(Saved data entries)
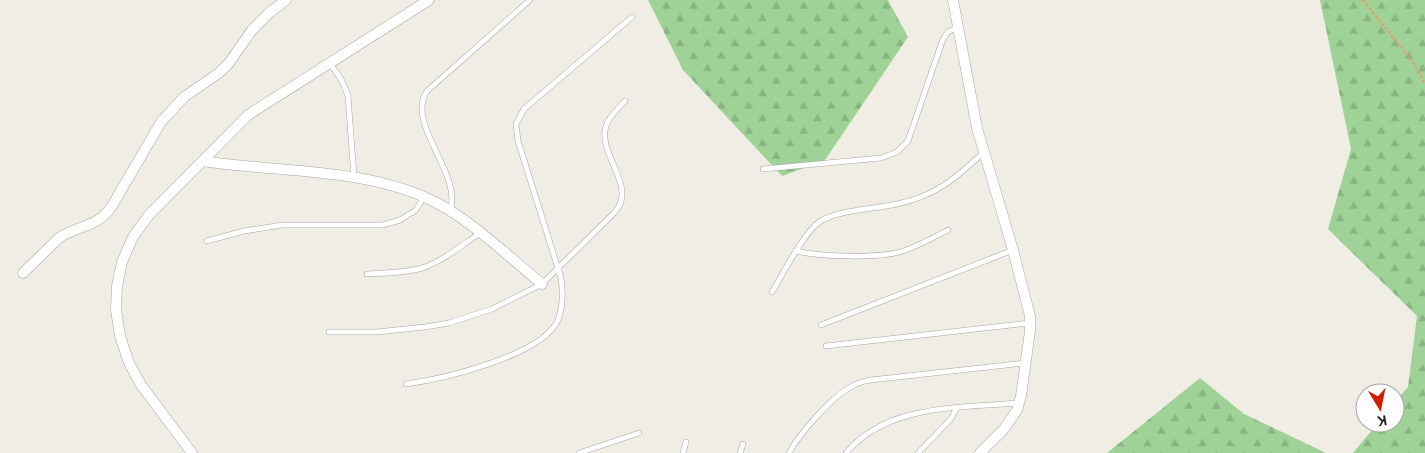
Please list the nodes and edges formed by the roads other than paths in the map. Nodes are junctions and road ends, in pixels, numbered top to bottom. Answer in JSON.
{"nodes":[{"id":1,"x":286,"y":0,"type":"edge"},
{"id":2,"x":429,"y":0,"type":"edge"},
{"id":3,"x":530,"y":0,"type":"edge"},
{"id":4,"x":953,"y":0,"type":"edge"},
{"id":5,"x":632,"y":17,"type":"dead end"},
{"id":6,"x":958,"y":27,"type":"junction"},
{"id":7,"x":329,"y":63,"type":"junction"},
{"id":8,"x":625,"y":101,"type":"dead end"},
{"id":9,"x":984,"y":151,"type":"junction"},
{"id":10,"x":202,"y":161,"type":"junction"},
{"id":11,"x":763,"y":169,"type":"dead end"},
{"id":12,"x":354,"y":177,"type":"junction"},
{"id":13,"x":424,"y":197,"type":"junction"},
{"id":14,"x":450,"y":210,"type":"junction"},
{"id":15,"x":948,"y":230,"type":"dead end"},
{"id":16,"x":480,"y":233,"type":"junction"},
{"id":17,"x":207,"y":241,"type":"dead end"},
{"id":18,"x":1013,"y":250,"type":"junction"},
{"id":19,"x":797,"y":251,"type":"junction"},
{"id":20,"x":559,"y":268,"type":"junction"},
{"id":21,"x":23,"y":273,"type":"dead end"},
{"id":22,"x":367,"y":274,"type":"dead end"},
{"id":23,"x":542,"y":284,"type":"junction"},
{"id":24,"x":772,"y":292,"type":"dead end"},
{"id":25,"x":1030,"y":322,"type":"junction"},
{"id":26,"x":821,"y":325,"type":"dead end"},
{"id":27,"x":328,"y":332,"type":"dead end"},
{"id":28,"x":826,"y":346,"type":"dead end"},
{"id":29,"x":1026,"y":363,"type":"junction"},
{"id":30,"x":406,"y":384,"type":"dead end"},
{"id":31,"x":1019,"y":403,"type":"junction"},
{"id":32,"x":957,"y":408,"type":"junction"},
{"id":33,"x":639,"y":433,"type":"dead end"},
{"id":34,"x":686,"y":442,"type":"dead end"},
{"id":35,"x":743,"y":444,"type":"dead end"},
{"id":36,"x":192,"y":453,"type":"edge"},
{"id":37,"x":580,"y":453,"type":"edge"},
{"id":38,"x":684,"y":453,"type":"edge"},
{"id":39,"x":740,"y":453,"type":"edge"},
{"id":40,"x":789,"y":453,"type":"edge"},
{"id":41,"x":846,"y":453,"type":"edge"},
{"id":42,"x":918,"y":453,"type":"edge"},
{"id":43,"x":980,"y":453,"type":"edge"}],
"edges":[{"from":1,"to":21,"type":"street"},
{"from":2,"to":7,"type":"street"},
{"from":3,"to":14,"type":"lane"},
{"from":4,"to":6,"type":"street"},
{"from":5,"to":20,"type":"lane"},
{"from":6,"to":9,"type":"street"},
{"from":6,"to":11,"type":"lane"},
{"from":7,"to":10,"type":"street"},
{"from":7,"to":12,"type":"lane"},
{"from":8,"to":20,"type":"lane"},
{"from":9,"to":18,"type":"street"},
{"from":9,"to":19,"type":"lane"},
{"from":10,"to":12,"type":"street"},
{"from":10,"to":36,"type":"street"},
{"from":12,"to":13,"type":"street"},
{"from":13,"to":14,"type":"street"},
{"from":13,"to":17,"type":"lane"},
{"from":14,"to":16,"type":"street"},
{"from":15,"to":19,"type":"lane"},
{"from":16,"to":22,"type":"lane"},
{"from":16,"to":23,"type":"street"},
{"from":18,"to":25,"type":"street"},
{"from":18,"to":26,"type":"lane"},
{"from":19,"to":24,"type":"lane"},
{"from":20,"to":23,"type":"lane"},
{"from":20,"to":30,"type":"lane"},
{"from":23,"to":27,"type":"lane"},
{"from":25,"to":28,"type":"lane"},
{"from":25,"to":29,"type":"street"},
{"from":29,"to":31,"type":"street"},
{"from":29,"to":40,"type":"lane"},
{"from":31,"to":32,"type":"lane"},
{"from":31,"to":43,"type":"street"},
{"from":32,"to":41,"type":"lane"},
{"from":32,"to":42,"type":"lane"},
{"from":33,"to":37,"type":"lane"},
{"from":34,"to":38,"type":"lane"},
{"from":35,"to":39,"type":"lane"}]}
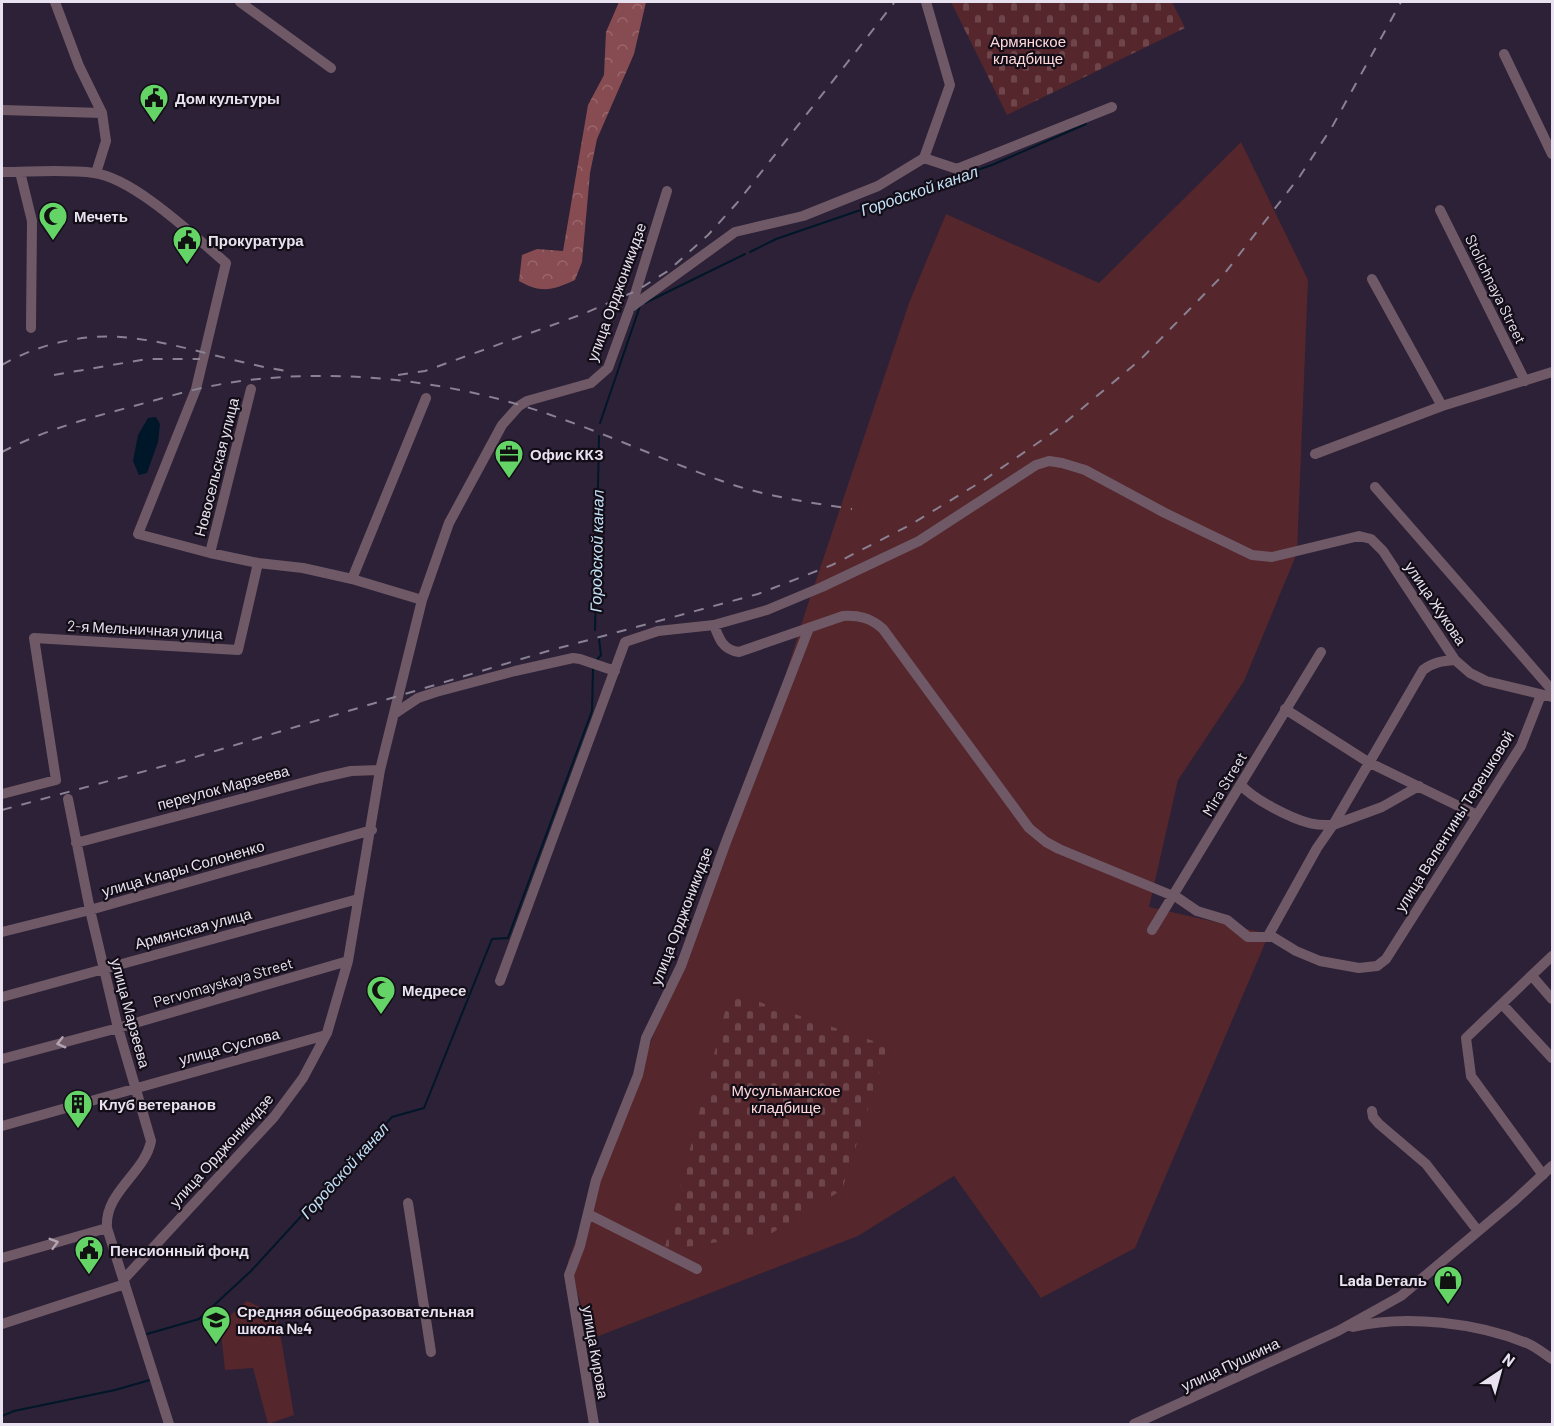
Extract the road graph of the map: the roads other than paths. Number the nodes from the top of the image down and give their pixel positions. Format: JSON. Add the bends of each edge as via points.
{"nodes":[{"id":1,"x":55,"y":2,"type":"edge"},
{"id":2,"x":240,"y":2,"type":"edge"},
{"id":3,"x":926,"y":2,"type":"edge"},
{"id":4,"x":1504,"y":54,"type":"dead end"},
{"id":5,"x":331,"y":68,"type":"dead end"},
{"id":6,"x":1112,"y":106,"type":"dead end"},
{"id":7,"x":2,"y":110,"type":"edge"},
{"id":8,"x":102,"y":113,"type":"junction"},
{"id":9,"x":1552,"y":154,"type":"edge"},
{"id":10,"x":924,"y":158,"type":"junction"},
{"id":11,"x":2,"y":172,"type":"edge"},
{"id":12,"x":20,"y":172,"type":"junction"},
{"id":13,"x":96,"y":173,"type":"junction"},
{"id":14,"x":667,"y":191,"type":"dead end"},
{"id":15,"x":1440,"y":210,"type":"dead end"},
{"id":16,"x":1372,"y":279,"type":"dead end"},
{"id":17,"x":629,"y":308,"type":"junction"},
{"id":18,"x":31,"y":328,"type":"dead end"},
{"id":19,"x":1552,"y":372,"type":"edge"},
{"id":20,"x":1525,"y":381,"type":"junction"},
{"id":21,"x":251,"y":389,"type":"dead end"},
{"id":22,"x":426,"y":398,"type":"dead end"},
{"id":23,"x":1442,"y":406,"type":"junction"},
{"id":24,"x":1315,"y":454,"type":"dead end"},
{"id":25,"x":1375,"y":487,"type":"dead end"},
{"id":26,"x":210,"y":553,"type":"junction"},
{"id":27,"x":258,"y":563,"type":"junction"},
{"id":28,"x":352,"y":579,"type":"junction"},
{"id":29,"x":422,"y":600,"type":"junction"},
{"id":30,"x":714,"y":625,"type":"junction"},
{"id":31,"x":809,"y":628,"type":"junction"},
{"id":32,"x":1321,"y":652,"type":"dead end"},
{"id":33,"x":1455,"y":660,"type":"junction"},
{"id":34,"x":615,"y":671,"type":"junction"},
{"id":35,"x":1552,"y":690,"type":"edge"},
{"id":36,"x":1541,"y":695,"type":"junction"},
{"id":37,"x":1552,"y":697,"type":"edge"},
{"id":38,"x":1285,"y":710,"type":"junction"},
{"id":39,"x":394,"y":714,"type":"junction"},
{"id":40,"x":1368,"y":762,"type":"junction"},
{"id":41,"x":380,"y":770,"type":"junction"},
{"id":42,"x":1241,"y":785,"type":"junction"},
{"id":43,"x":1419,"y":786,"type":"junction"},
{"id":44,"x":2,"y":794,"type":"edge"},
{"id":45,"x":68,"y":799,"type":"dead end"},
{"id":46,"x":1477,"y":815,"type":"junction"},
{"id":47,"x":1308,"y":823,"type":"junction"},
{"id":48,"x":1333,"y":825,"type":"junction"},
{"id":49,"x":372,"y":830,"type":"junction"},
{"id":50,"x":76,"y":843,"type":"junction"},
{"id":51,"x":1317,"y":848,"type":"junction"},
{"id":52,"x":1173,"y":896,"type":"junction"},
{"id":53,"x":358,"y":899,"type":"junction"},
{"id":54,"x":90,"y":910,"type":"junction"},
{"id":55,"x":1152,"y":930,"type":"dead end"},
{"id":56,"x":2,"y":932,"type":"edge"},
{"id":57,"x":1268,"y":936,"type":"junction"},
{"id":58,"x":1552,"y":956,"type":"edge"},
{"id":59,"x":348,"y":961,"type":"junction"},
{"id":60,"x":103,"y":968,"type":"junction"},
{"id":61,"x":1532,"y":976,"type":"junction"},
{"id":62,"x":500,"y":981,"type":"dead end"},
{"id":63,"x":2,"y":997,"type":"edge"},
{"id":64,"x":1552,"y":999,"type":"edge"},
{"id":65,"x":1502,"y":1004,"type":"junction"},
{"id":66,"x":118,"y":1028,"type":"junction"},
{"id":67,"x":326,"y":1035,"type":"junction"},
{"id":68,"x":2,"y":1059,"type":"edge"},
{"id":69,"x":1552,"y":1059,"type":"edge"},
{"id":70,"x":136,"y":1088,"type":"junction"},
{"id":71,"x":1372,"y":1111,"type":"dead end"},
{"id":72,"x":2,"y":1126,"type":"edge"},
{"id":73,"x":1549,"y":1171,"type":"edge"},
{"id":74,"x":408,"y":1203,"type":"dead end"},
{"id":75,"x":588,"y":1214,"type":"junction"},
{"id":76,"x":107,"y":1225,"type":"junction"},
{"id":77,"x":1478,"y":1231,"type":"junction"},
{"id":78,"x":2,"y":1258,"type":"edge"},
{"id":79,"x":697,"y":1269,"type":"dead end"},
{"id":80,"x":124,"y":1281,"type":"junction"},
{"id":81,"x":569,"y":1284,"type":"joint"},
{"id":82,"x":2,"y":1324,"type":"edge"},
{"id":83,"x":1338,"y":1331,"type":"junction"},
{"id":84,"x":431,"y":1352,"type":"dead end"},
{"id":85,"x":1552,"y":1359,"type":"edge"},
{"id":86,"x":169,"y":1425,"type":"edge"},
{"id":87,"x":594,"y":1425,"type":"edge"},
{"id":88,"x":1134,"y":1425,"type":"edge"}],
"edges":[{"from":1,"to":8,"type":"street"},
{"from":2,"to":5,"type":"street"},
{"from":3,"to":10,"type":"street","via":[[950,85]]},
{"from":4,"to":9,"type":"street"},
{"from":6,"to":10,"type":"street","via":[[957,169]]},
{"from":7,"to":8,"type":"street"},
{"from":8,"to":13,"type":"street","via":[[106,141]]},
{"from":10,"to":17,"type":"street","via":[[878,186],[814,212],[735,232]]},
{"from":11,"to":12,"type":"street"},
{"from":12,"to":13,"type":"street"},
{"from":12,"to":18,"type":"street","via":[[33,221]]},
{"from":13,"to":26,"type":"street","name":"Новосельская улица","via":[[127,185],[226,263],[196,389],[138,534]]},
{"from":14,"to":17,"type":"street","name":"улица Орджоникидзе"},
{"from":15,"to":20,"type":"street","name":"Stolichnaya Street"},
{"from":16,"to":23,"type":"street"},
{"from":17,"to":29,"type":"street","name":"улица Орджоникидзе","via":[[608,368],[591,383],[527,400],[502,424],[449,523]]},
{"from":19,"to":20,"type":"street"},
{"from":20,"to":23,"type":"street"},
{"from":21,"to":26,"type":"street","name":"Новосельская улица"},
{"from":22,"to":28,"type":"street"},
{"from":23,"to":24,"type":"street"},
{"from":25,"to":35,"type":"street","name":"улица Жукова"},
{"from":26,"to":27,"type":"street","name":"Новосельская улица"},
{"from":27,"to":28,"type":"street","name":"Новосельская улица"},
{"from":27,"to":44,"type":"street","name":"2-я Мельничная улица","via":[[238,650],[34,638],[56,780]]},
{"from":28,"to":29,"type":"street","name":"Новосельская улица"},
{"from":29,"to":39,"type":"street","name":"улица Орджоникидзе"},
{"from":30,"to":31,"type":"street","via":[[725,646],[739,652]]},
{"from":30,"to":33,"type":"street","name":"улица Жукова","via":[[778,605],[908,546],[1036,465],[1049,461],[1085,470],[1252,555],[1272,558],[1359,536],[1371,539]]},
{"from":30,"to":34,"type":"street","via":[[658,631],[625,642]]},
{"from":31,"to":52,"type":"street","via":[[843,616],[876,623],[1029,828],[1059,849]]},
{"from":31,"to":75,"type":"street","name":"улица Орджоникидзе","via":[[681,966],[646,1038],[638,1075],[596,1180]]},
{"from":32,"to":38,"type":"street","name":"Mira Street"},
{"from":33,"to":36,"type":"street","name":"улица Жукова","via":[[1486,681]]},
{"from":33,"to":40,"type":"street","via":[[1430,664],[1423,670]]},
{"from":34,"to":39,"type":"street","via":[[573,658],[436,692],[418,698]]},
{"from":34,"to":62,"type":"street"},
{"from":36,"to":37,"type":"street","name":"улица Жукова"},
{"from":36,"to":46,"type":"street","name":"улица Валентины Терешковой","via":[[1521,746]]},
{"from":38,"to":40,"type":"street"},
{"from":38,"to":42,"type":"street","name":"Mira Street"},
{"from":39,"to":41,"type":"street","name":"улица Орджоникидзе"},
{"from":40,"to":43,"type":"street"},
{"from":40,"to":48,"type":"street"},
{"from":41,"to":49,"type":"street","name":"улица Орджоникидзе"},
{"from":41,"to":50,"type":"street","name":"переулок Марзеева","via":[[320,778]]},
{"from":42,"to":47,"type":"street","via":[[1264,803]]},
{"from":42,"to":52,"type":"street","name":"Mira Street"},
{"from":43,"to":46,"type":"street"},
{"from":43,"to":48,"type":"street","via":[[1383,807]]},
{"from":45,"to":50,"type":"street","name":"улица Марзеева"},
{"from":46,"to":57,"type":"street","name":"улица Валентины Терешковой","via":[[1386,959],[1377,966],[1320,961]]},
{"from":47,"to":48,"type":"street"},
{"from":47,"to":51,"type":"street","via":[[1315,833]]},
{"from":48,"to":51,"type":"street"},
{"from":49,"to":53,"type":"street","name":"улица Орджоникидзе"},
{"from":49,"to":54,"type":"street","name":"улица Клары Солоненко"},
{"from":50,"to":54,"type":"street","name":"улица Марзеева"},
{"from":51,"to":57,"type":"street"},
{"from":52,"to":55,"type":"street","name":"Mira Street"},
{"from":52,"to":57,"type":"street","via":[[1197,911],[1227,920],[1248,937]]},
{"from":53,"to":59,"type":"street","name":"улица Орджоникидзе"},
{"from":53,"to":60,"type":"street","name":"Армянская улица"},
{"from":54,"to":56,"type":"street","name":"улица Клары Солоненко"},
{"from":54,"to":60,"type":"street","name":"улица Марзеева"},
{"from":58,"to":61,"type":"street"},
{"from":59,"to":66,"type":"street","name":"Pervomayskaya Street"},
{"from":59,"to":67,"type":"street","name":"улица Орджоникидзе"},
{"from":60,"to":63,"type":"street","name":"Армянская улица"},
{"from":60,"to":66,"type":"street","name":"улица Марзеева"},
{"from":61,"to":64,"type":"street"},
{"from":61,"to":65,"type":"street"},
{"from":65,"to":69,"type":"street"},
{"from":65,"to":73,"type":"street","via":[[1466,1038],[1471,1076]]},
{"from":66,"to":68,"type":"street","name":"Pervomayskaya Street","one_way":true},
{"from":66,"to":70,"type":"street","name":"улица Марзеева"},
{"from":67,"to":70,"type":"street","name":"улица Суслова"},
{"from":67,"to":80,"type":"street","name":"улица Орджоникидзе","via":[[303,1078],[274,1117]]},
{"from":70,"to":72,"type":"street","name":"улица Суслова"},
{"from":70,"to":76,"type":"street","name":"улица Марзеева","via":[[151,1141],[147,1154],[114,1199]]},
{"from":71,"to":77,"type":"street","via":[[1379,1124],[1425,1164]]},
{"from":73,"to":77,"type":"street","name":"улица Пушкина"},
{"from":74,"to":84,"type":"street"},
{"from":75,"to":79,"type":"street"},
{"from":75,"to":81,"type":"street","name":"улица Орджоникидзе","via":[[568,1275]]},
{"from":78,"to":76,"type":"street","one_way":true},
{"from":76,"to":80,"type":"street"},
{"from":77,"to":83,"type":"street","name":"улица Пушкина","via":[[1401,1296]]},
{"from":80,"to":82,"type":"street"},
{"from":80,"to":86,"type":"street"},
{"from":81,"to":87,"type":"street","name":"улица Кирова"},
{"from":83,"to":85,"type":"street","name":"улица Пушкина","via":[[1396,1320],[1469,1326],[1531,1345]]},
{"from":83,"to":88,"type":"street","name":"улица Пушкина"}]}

▸ **Work instructions**: Check every line of the records above for the string "Pervomayskaya". Copy those that hold it.

▸ **Task response**:
{"from":59,"to":66,"type":"street","name":"Pervomayskaya Street"},
{"from":66,"to":68,"type":"street","name":"Pervomayskaya Street","one_way":true},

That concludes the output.